-- Opening Marker --
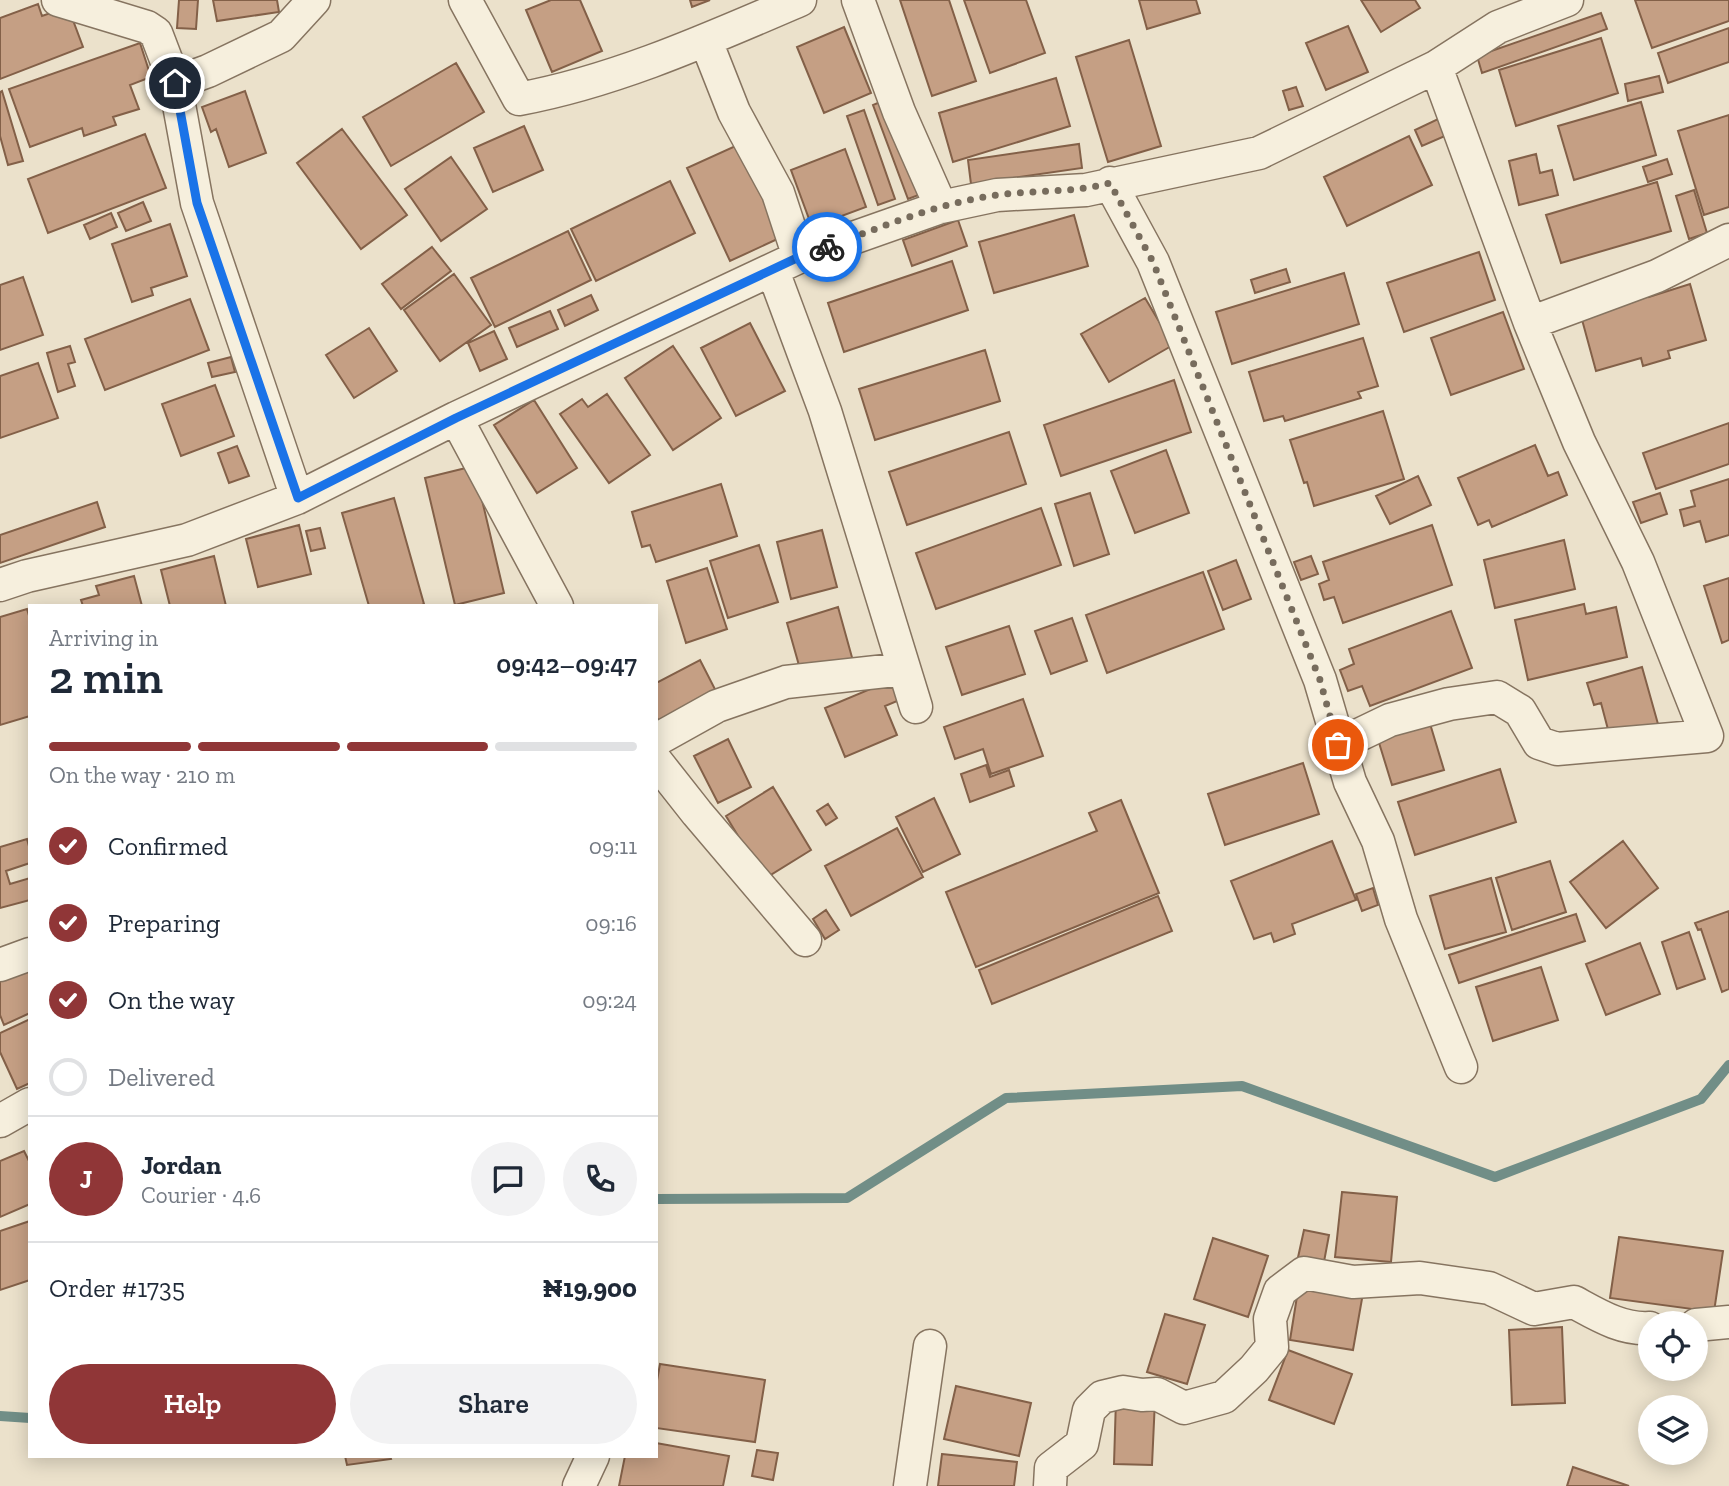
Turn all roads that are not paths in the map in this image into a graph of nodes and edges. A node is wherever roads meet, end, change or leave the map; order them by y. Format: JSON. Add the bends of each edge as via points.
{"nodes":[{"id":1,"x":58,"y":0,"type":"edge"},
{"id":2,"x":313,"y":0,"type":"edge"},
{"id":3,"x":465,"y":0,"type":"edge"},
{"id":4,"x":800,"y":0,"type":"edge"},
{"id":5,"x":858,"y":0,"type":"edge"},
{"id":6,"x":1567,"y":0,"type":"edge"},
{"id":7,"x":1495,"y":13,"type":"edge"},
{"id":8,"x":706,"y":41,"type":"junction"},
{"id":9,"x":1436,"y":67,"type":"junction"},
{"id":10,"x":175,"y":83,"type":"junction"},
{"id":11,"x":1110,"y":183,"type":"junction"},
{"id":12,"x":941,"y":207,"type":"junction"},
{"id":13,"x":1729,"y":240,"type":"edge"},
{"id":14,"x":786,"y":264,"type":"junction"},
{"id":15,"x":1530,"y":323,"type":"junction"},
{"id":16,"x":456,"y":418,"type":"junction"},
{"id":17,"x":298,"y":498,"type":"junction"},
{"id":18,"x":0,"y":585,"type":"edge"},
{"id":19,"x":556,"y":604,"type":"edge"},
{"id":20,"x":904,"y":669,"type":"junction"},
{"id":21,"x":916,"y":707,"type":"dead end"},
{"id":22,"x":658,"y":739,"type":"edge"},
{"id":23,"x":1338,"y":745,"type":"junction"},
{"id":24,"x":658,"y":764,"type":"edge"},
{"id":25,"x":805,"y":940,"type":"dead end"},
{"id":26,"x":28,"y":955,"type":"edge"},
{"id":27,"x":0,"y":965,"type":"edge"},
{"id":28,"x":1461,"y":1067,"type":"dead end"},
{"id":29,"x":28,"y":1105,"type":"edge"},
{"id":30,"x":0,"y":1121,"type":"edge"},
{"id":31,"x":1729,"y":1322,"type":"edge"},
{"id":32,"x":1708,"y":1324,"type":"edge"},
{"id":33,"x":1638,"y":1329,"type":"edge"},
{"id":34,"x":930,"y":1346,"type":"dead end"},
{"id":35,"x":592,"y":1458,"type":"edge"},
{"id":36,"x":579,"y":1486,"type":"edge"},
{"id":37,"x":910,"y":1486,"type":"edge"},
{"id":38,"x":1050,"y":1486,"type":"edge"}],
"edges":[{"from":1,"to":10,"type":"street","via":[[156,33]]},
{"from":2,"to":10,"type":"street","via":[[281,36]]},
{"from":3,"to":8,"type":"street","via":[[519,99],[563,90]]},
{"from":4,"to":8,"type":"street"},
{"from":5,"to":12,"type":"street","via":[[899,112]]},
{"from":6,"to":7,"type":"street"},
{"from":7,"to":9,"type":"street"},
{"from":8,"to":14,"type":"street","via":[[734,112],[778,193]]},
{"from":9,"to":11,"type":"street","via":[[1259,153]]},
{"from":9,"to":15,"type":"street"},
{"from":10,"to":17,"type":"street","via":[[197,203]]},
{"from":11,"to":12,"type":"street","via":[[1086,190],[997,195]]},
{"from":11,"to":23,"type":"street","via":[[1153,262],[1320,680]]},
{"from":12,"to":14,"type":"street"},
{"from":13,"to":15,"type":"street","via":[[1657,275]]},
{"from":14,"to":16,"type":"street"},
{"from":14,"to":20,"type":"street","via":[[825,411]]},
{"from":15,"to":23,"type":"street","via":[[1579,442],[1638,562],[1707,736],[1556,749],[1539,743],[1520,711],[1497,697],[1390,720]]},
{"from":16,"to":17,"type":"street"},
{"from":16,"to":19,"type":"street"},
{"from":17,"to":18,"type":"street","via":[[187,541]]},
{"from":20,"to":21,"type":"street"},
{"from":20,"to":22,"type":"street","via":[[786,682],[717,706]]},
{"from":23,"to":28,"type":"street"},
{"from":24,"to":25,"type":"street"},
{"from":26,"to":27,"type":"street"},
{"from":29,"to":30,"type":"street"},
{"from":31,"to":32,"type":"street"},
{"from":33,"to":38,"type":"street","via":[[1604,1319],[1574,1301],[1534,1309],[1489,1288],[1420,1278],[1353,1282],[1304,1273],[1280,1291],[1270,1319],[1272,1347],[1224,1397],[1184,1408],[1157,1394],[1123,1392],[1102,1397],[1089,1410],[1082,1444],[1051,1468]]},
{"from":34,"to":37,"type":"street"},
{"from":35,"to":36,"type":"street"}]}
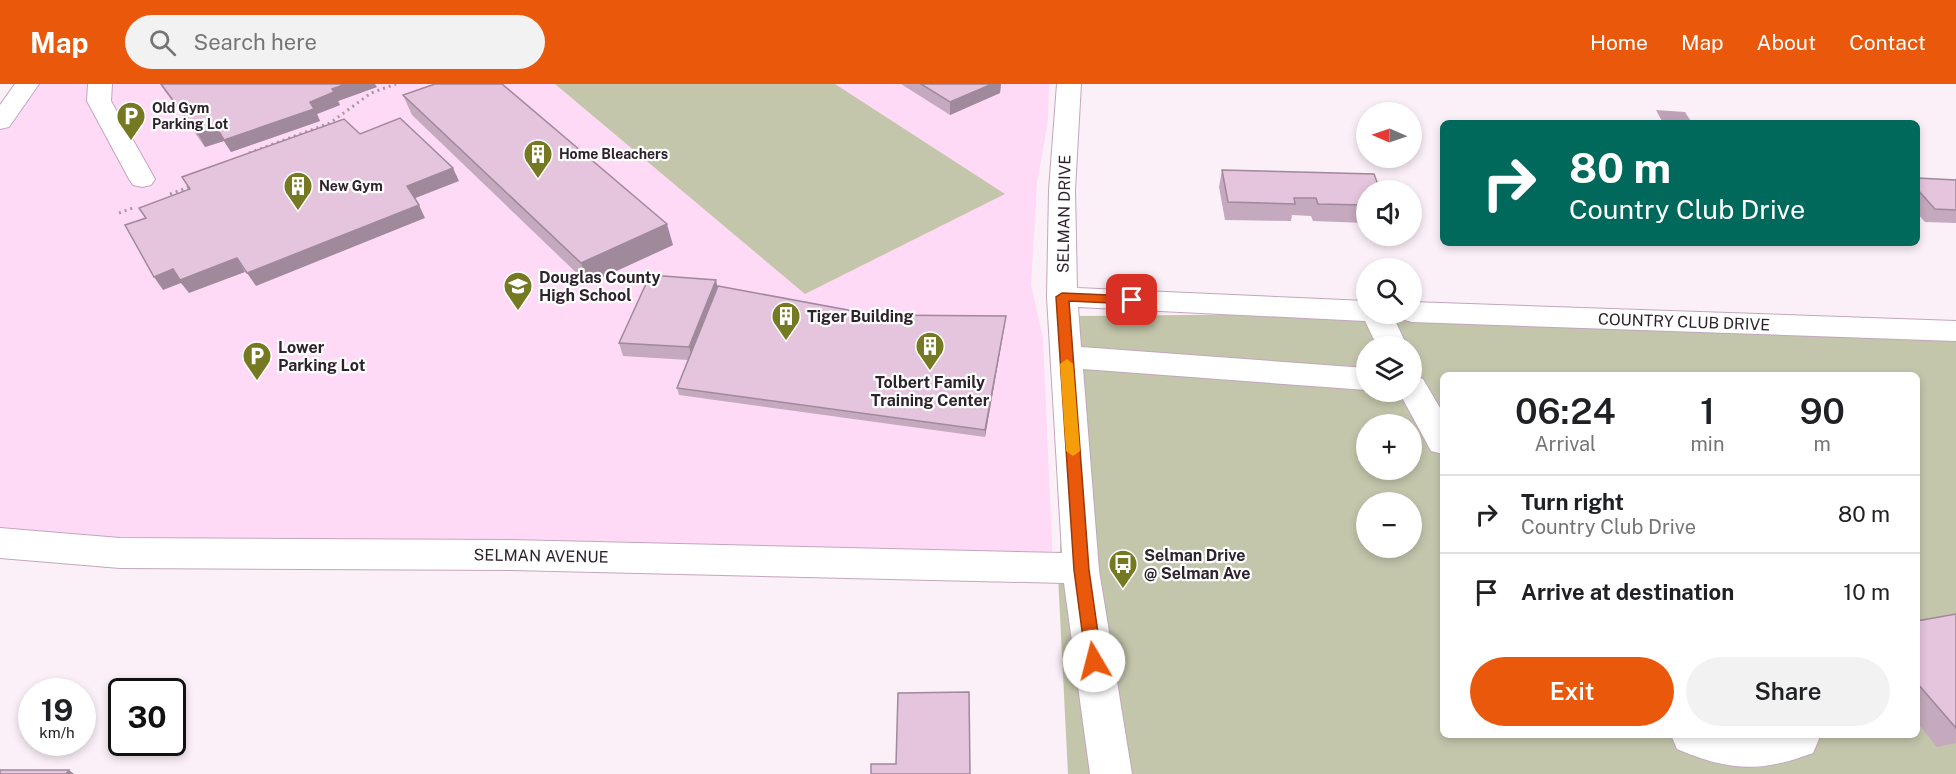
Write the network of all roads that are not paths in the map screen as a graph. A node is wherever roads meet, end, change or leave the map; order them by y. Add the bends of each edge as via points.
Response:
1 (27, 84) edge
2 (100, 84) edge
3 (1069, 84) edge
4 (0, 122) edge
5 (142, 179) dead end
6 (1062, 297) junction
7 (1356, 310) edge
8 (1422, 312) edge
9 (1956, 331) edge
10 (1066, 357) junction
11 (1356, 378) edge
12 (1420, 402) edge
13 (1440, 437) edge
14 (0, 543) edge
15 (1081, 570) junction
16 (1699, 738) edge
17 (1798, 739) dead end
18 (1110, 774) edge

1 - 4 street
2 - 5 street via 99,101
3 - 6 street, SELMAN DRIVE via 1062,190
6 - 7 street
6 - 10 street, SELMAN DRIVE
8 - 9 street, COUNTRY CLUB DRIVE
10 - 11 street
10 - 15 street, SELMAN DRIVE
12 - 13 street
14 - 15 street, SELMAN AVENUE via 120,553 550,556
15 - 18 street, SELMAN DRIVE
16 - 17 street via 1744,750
-- Closing Marker --
EXERCISE: Go through the data, and copy each line in which the word "wherever" appears.

ANSWER TO THIS TASK:
Turn all roads that are not paths in the map in this image into a graph of nodes and edges. A node is wherever roads meet, end, change or leave the map; order them by y. Format: JSON. Add the bends of each edge as via points.
Write the network of all roads that are not paths in the map screen as a graph. A node is wherever roads meet, end, change or leave the map; order them by y. Add the bends of each edge as via points.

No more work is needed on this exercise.